▼
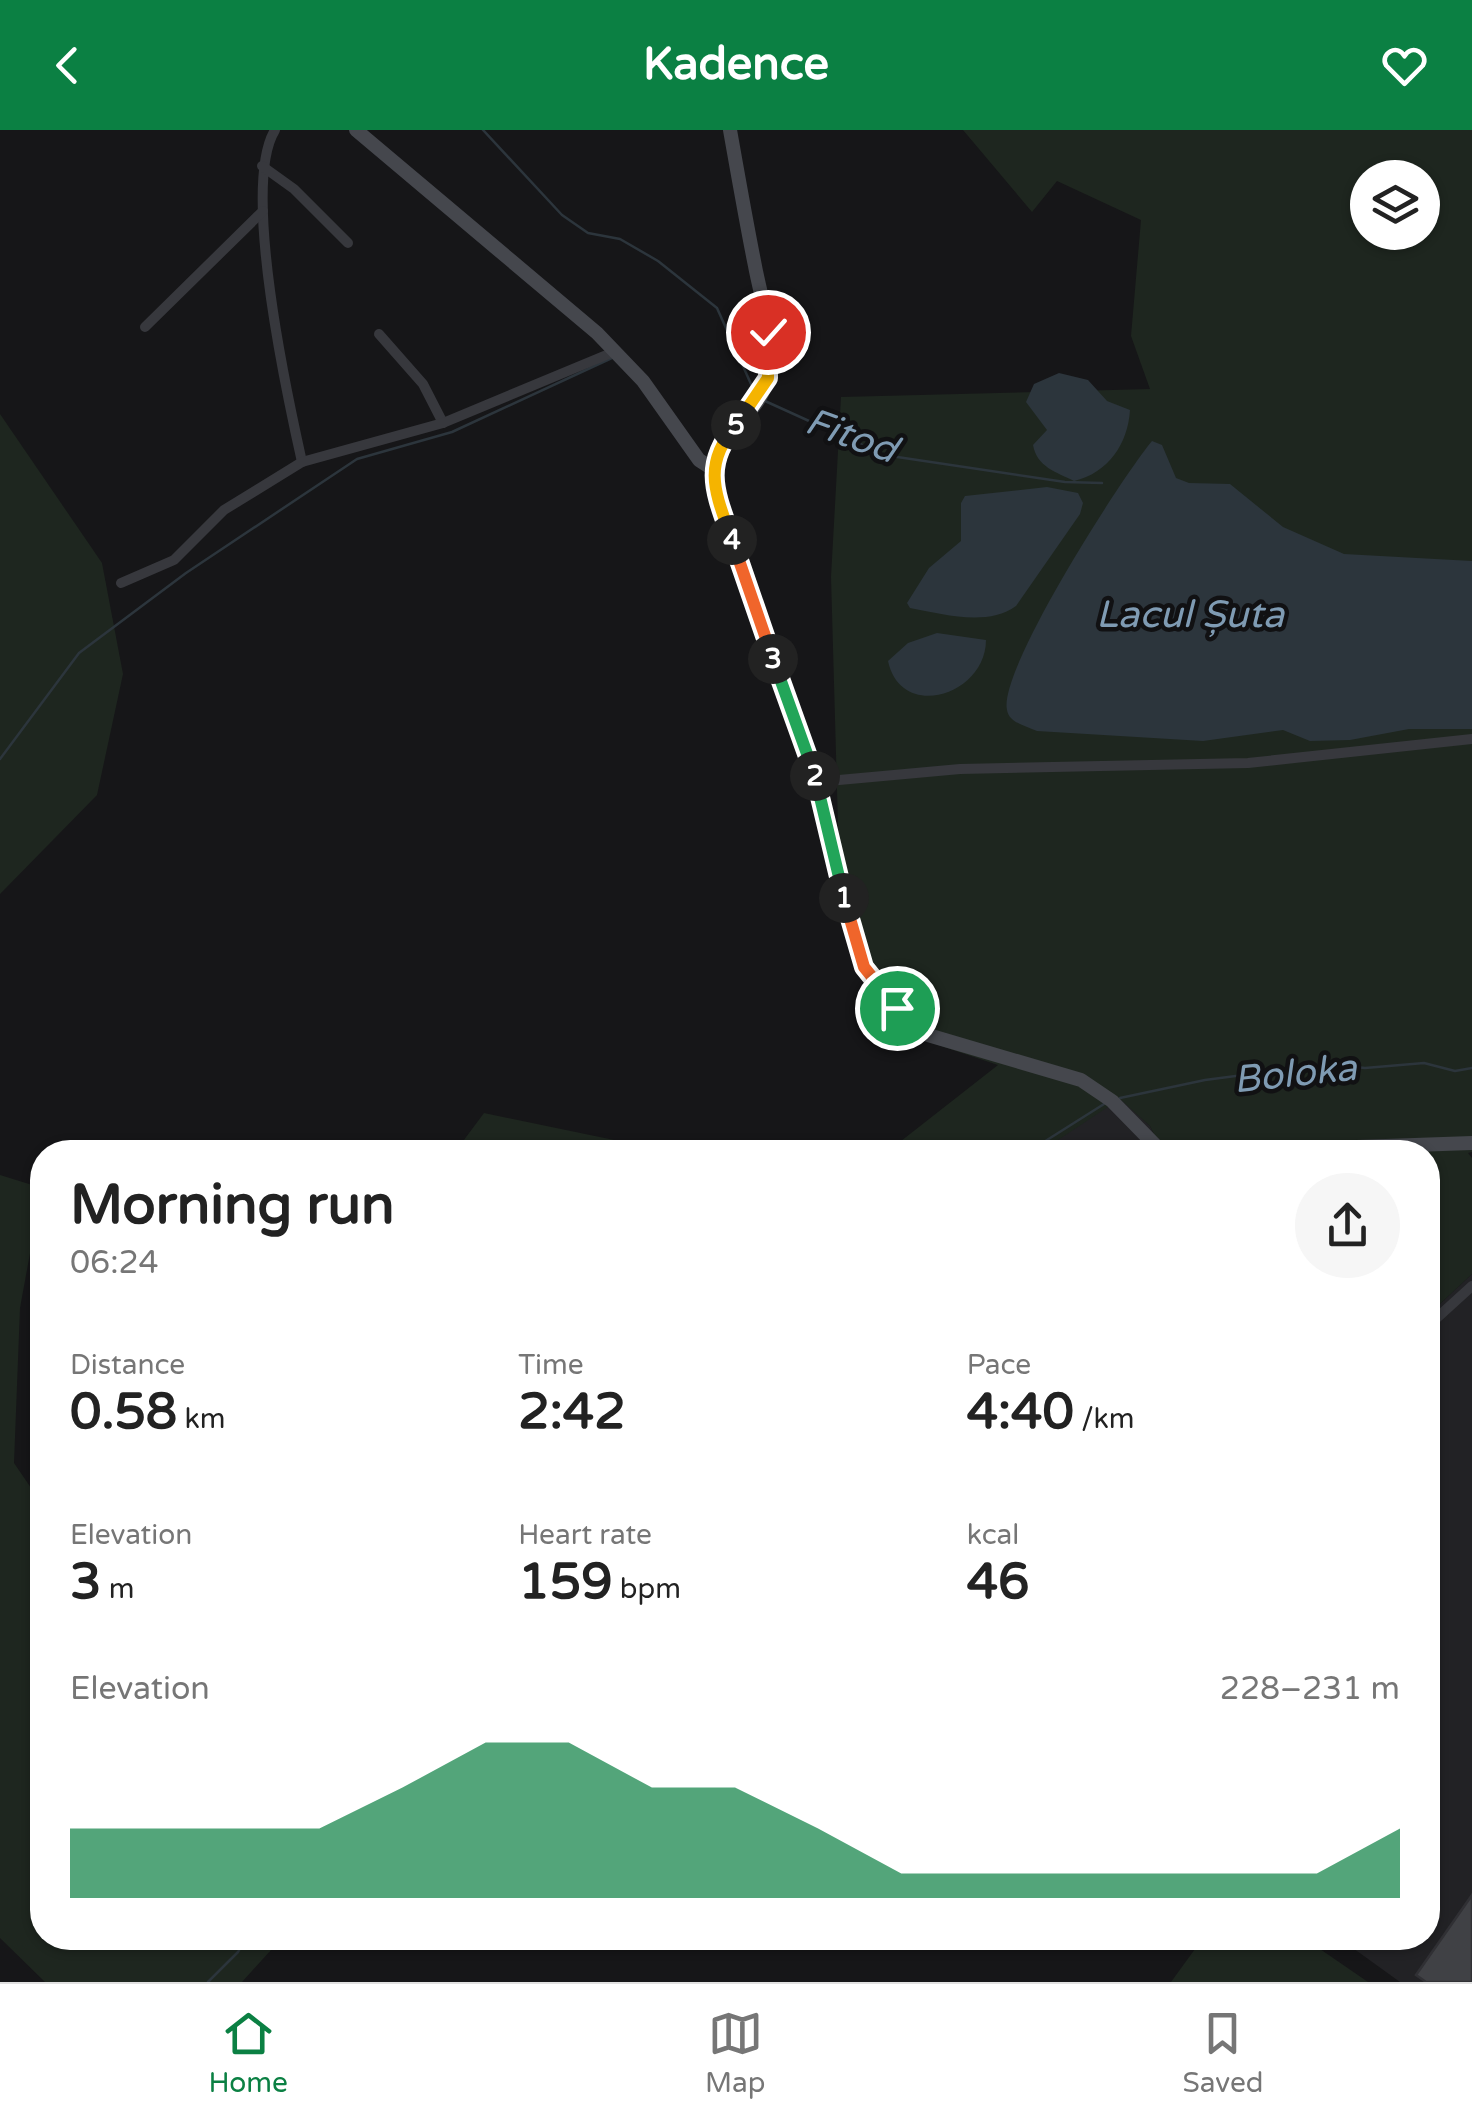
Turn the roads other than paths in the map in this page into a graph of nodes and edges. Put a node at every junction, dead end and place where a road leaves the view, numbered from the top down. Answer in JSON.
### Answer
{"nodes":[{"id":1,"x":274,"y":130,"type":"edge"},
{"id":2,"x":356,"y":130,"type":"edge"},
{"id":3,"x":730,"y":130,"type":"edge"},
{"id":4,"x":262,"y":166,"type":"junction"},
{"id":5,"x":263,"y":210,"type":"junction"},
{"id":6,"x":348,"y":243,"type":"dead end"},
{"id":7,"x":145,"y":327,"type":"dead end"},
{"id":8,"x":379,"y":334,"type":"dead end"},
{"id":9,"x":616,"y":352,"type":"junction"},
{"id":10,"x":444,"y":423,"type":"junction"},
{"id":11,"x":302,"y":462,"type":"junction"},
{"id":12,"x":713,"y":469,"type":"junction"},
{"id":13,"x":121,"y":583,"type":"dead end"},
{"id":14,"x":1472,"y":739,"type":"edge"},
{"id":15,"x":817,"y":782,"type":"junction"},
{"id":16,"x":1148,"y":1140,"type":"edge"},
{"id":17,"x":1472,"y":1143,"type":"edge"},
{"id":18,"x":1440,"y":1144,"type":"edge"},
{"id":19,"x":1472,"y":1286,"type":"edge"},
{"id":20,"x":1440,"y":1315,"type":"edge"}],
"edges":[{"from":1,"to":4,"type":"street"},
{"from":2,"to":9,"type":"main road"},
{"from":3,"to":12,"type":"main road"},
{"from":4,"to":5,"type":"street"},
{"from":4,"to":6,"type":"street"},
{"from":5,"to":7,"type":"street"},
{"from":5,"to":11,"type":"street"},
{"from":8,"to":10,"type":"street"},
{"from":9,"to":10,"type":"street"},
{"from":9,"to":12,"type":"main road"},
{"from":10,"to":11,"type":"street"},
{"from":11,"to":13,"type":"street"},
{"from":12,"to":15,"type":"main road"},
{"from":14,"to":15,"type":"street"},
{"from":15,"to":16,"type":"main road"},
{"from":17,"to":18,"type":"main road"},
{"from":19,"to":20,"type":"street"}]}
▲
▼
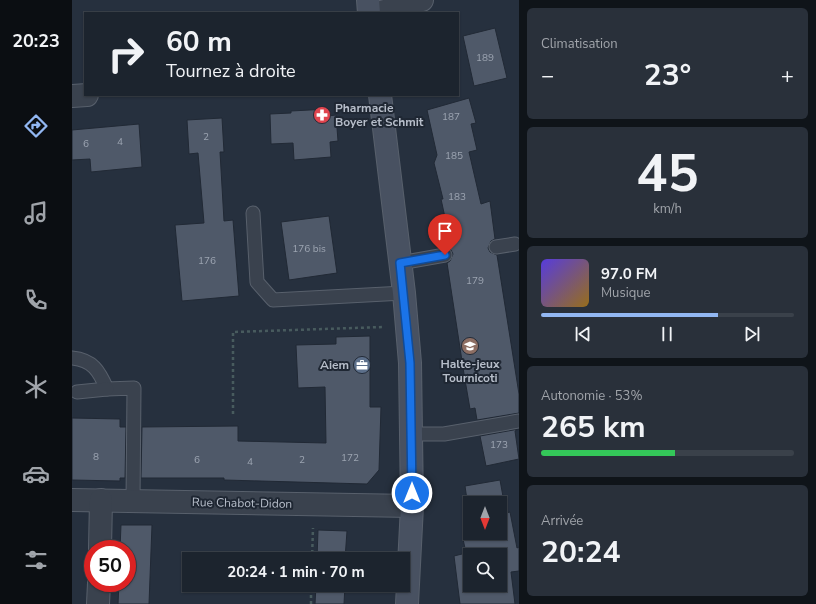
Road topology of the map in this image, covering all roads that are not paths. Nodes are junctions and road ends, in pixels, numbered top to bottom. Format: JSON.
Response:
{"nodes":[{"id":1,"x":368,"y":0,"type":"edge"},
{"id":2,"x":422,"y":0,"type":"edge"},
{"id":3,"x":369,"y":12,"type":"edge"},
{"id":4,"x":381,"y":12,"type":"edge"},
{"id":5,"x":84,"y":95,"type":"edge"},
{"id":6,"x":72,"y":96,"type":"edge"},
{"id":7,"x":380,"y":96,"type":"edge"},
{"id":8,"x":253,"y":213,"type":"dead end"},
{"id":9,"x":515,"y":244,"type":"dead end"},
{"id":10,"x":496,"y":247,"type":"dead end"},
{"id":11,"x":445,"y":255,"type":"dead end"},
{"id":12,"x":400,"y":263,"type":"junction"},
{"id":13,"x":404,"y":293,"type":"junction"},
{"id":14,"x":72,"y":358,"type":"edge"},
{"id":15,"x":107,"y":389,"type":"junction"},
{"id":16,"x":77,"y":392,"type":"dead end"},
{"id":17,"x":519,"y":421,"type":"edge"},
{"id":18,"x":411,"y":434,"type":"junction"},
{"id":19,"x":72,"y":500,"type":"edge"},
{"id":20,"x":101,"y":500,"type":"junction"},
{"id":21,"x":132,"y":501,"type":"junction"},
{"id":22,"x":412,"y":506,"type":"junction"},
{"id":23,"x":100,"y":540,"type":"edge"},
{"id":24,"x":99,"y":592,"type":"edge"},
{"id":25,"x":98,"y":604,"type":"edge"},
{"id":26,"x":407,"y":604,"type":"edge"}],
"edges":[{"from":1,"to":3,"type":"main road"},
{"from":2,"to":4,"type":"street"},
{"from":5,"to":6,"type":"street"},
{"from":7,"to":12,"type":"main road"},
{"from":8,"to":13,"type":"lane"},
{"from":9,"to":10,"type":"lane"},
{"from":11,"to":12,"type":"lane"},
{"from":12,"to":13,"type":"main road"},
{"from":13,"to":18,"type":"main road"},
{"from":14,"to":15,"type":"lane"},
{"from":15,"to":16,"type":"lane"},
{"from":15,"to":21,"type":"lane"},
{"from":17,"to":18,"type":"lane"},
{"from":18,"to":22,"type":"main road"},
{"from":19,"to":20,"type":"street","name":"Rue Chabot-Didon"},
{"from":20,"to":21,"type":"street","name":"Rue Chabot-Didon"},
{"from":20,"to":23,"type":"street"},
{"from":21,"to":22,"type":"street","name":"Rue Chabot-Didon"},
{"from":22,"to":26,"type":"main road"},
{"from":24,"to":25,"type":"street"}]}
▲
Look for the word "Didon" in the records above, count the lines that hold it, and give only that number.

3